Dataset excerpts:
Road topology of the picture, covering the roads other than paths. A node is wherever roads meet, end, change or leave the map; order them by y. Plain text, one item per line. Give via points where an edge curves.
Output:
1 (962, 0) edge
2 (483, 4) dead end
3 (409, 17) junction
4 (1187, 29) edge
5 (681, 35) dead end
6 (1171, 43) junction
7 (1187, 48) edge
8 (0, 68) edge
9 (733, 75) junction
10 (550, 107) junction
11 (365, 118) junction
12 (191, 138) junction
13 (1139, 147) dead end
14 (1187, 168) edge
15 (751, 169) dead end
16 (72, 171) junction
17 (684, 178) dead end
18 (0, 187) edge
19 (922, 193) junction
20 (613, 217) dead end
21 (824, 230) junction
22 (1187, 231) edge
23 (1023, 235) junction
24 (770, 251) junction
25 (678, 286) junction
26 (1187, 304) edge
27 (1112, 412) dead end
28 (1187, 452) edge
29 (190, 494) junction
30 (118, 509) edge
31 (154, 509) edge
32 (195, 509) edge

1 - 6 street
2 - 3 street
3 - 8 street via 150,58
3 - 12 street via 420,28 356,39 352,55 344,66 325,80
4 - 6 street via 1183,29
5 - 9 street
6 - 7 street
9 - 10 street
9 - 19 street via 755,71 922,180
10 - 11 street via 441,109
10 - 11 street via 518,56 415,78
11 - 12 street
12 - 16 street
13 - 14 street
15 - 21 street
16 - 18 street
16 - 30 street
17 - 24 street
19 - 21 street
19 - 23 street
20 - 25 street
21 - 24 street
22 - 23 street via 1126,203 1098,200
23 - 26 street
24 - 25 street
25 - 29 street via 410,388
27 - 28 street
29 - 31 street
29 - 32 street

Exercise brief: Reproduce each record exactly as it appears.

Reply:
Road topology of the picture, covering the roads other than paths. A node is wherever roads meet, end, change or leave the map; order them by y. Plain text, one item per line. Give via points where an edge curves.
Output:
1 (962, 0) edge
2 (483, 4) dead end
3 (409, 17) junction
4 (1187, 29) edge
5 (681, 35) dead end
6 (1171, 43) junction
7 (1187, 48) edge
8 (0, 68) edge
9 (733, 75) junction
10 (550, 107) junction
11 (365, 118) junction
12 (191, 138) junction
13 (1139, 147) dead end
14 (1187, 168) edge
15 (751, 169) dead end
16 (72, 171) junction
17 (684, 178) dead end
18 (0, 187) edge
19 (922, 193) junction
20 (613, 217) dead end
21 (824, 230) junction
22 (1187, 231) edge
23 (1023, 235) junction
24 (770, 251) junction
25 (678, 286) junction
26 (1187, 304) edge
27 (1112, 412) dead end
28 (1187, 452) edge
29 (190, 494) junction
30 (118, 509) edge
31 (154, 509) edge
32 (195, 509) edge

1 - 6 street
2 - 3 street
3 - 8 street via 150,58
3 - 12 street via 420,28 356,39 352,55 344,66 325,80
4 - 6 street via 1183,29
5 - 9 street
6 - 7 street
9 - 10 street
9 - 19 street via 755,71 922,180
10 - 11 street via 441,109
10 - 11 street via 518,56 415,78
11 - 12 street
12 - 16 street
13 - 14 street
15 - 21 street
16 - 18 street
16 - 30 street
17 - 24 street
19 - 21 street
19 - 23 street
20 - 25 street
21 - 24 street
22 - 23 street via 1126,203 1098,200
23 - 26 street
24 - 25 street
25 - 29 street via 410,388
27 - 28 street
29 - 31 street
29 - 32 street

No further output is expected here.